Try it
Pick out all lines with the word "dead" from the records that follow.

+---+

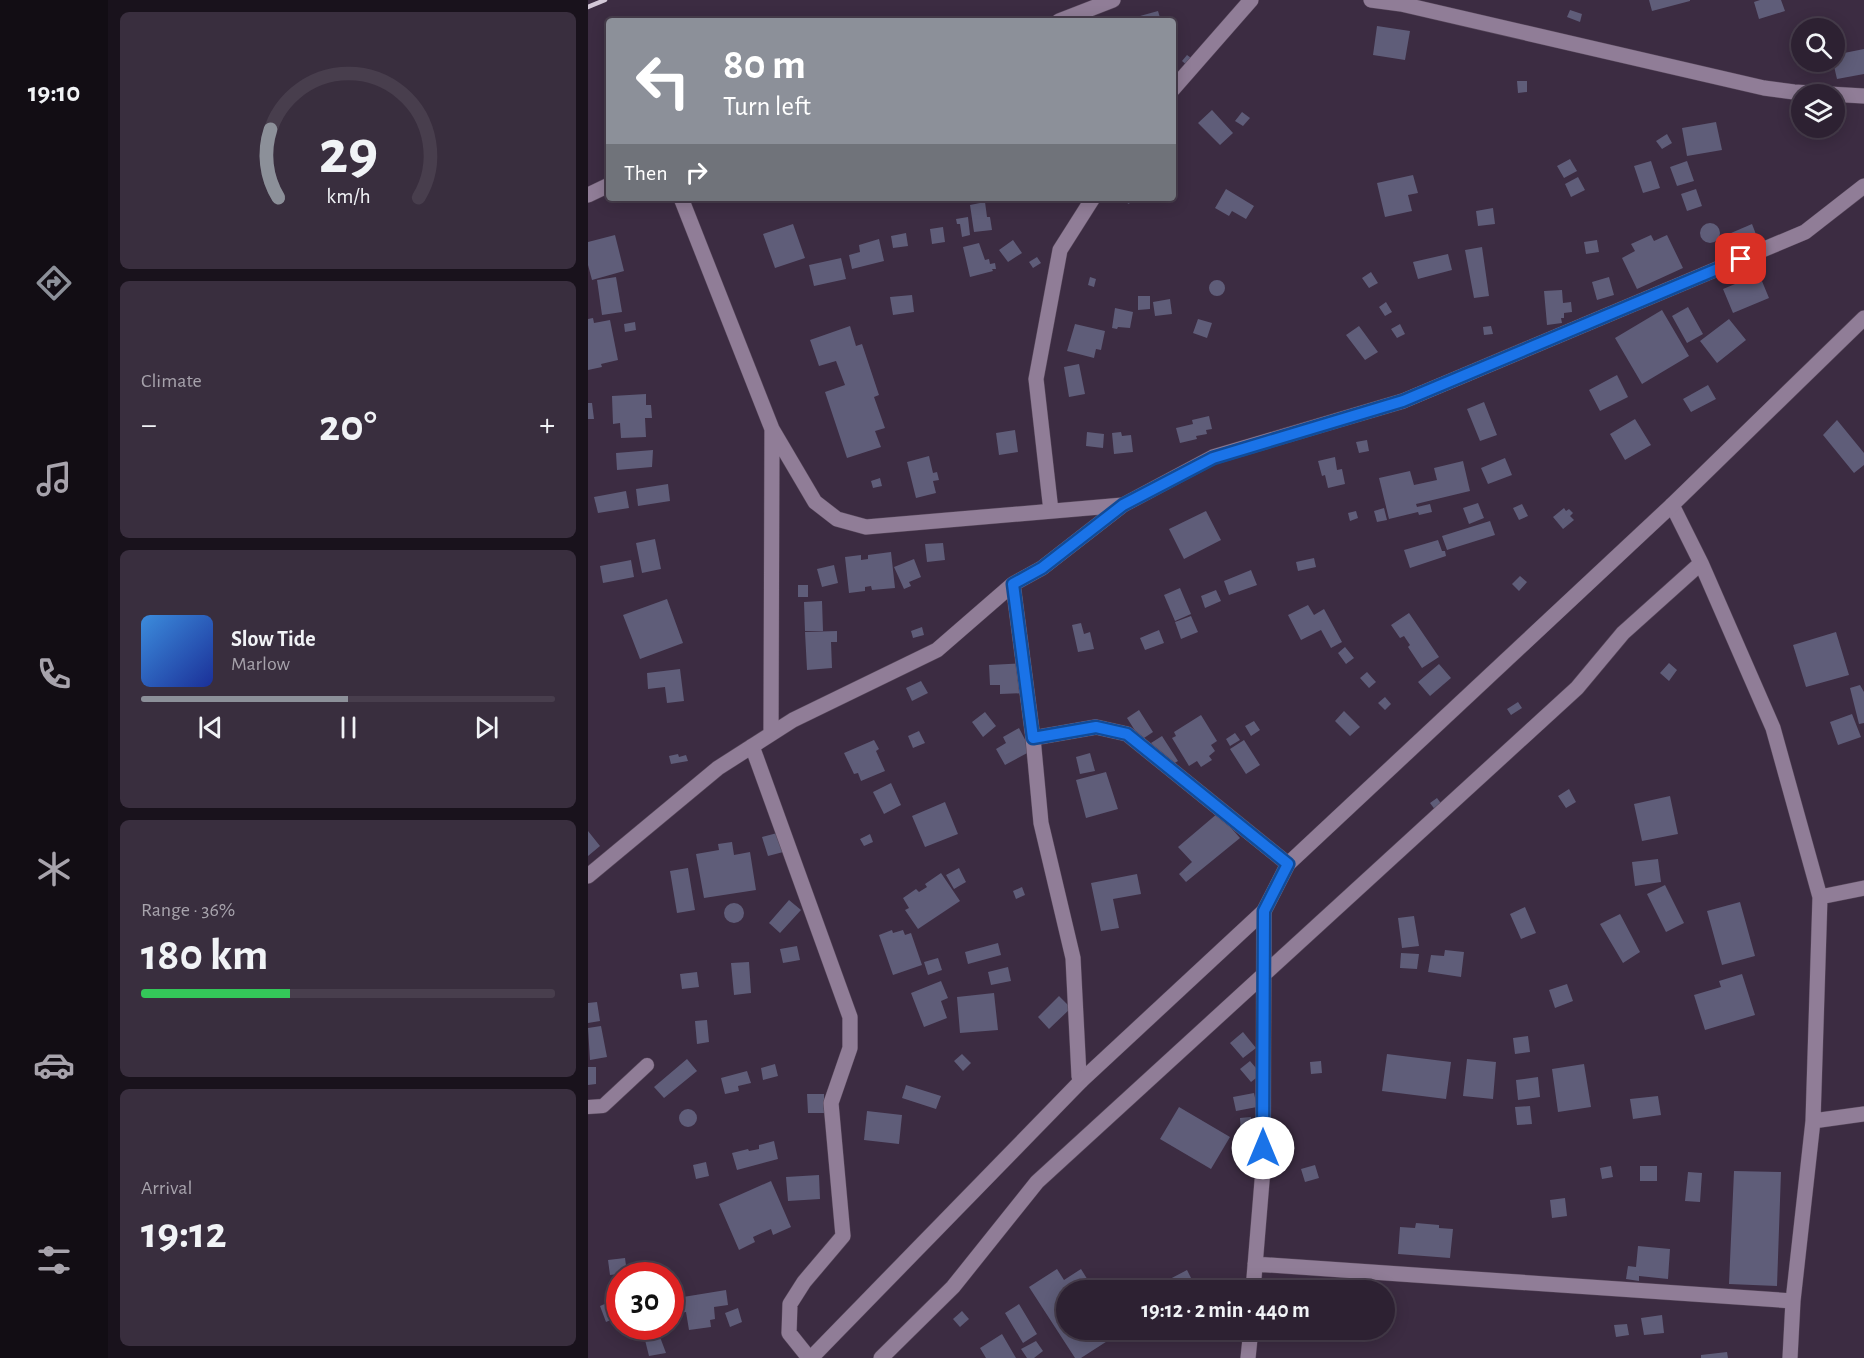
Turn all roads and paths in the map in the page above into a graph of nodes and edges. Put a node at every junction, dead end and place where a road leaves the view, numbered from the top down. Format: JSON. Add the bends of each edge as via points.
{"nodes":[{"id":1,"x":1113,"y":0,"type":"edge"},
{"id":2,"x":1251,"y":0,"type":"edge"},
{"id":3,"x":1371,"y":0,"type":"edge"},
{"id":4,"x":1067,"y":18,"type":"edge"},
{"id":5,"x":1176,"y":86,"type":"edge"},
{"id":6,"x":1864,"y":96,"type":"edge"},
{"id":7,"x":606,"y":186,"type":"edge"},
{"id":8,"x":1864,"y":186,"type":"edge"},
{"id":9,"x":588,"y":195,"type":"edge"},
{"id":10,"x":682,"y":201,"type":"edge"},
{"id":11,"x":1091,"y":201,"type":"edge"},
{"id":12,"x":1864,"y":318,"type":"edge"},
{"id":13,"x":772,"y":429,"type":"junction"},
{"id":14,"x":1123,"y":505,"type":"junction"},
{"id":15,"x":1672,"y":505,"type":"junction"},
{"id":16,"x":1051,"y":511,"type":"junction"},
{"id":17,"x":1701,"y":563,"type":"junction"},
{"id":18,"x":1013,"y":584,"type":"junction"},
{"id":19,"x":771,"y":733,"type":"junction"},
{"id":20,"x":1033,"y":738,"type":"junction"},
{"id":21,"x":752,"y":746,"type":"junction"},
{"id":22,"x":1288,"y":864,"type":"junction"},
{"id":23,"x":588,"y":876,"type":"edge"},
{"id":24,"x":1864,"y":888,"type":"edge"},
{"id":25,"x":1820,"y":897,"type":"junction"},
{"id":26,"x":1264,"y":911,"type":"junction"},
{"id":27,"x":1263,"y":976,"type":"junction"},
{"id":28,"x":647,"y":1065,"type":"dead end"},
{"id":29,"x":1081,"y":1081,"type":"junction"},
{"id":30,"x":588,"y":1107,"type":"edge"},
{"id":31,"x":1864,"y":1114,"type":"edge"},
{"id":32,"x":1813,"y":1122,"type":"junction"},
{"id":33,"x":1256,"y":1264,"type":"junction"},
{"id":34,"x":1255,"y":1280,"type":"edge"},
{"id":35,"x":1793,"y":1300,"type":"junction"},
{"id":36,"x":1250,"y":1340,"type":"edge"},
{"id":37,"x":810,"y":1358,"type":"edge"},
{"id":38,"x":881,"y":1358,"type":"edge"},
{"id":39,"x":1248,"y":1358,"type":"edge"},
{"id":40,"x":1790,"y":1358,"type":"edge"}],
"edges":[{"from":1,"to":4,"type":"street"},
{"from":2,"to":5,"type":"street"},
{"from":3,"to":6,"type":"street","via":[[1764,88]]},
{"from":7,"to":9,"type":"street"},
{"from":8,"to":14,"type":"street","via":[[1805,232],[1403,401],[1213,458]]},
{"from":10,"to":13,"type":"street"},
{"from":11,"to":16,"type":"street","via":[[1060,250],[1036,379]]},
{"from":12,"to":15,"type":"street"},
{"from":13,"to":16,"type":"street","via":[[815,502],[837,519],[866,527]]},
{"from":13,"to":19,"type":"street"},
{"from":14,"to":16,"type":"street"},
{"from":14,"to":18,"type":"street","via":[[1042,568]]},
{"from":15,"to":17,"type":"street"},
{"from":15,"to":22,"type":"street"},
{"from":17,"to":25,"type":"street","via":[[1773,728]]},
{"from":17,"to":27,"type":"street","via":[[1623,633],[1577,688]]},
{"from":18,"to":19,"type":"street","via":[[937,650]]},
{"from":18,"to":20,"type":"street"},
{"from":19,"to":21,"type":"street"},
{"from":20,"to":22,"type":"street","via":[[1096,727],[1127,734]]},
{"from":20,"to":29,"type":"street","via":[[1041,823],[1073,958]]},
{"from":21,"to":23,"type":"street","via":[[718,768]]},
{"from":21,"to":37,"type":"street","via":[[850,1017],[850,1048],[831,1103],[843,1236],[790,1304],[789,1333]]},
{"from":22,"to":26,"type":"street"},
{"from":24,"to":25,"type":"street"},
{"from":25,"to":32,"type":"street"},
{"from":26,"to":27,"type":"street"},
{"from":26,"to":29,"type":"street"},
{"from":27,"to":33,"type":"street","via":[[1263,1169]]},
{"from":27,"to":38,"type":"street","via":[[1037,1182],[953,1287]]},
{"from":28,"to":30,"type":"lane","via":[[603,1106]]},
{"from":29,"to":37,"type":"street"},
{"from":31,"to":32,"type":"street"},
{"from":32,"to":35,"type":"street"},
{"from":33,"to":34,"type":"street"},
{"from":33,"to":35,"type":"street"},
{"from":35,"to":40,"type":"street"},
{"from":36,"to":39,"type":"street"}]}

+---+

Exercise answer
Turn all roads and paths in the map in the page above into a graph of nodes and edges. Put a node at every junction, dead end and place where a road leaves the view, numbered from the top down. Format: JSON. Add the bends of each edge as via points.
{"id":28,"x":647,"y":1065,"type":"dead end"},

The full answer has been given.